Exercise material:
[Start of section]
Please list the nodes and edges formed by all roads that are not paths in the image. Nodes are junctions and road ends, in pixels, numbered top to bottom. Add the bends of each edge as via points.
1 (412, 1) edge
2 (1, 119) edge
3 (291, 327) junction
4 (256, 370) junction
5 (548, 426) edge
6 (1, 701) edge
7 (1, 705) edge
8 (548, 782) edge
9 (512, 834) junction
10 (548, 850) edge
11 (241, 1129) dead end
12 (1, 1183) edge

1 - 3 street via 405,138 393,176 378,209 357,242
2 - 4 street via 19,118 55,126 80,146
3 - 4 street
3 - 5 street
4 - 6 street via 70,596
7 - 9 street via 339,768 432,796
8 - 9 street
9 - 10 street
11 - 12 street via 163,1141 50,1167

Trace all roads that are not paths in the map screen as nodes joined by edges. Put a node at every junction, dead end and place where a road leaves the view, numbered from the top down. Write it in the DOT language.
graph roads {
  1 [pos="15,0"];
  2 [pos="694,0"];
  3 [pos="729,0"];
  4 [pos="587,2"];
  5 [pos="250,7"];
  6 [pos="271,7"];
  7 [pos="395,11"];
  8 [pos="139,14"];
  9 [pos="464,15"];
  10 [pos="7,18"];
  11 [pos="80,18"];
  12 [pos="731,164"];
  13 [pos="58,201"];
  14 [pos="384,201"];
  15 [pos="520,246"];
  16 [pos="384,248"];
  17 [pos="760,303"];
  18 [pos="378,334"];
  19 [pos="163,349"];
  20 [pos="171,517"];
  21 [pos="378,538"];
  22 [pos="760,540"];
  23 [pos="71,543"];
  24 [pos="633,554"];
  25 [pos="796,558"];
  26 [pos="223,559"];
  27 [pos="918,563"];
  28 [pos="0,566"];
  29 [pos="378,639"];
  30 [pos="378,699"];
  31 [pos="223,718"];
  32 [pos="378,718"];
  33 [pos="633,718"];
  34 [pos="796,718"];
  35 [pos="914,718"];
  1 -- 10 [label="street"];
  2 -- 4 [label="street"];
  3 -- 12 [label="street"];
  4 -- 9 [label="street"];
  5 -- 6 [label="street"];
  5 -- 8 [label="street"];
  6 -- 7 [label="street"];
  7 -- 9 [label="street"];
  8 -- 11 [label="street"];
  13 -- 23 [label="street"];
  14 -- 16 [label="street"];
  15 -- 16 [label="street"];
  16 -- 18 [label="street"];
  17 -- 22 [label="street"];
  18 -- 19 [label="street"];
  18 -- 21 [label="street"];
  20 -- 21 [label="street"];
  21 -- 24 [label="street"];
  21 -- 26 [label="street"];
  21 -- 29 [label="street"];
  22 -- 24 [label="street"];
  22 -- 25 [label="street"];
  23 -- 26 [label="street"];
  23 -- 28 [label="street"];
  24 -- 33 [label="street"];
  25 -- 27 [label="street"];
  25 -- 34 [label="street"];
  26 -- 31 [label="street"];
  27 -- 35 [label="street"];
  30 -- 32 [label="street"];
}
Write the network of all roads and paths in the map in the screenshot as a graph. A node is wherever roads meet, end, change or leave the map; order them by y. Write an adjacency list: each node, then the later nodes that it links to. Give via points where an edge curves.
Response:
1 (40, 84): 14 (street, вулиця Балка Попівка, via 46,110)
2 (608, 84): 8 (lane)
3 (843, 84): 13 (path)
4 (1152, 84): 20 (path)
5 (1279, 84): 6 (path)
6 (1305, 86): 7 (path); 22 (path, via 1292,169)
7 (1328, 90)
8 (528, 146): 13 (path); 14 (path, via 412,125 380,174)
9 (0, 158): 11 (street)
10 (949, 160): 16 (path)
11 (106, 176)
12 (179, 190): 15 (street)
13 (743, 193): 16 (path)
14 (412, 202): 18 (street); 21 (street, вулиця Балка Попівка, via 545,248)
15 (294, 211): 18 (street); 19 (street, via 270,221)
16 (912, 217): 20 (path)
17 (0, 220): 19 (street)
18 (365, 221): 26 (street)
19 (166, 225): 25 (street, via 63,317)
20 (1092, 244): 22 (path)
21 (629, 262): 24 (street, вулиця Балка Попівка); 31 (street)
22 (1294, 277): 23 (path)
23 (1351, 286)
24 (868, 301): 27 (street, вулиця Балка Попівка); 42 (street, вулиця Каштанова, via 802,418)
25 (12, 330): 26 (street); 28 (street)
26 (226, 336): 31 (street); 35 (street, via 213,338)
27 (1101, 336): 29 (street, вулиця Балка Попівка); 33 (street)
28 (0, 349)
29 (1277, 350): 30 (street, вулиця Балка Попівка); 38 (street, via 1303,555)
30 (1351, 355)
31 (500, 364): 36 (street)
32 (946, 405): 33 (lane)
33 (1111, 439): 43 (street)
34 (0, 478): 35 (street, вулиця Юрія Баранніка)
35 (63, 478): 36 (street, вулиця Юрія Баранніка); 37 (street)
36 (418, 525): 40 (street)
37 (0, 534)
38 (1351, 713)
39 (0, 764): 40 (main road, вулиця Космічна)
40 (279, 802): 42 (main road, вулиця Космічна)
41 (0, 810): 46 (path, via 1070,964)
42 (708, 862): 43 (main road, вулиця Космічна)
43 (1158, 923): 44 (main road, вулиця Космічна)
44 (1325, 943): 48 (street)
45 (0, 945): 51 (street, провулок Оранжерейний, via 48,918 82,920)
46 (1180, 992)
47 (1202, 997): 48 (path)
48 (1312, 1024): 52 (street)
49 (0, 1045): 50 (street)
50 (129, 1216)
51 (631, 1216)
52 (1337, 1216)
[End of section]
All lines that include the word "dead" must be copied from the material above.

11 (241, 1129) dead end
Trace all roads that are not paths in the map screen as nodes joined by edges. Put a node at every junction, dead end and place where a road leaves the view, numbered from the top down. Write it in the DOT language.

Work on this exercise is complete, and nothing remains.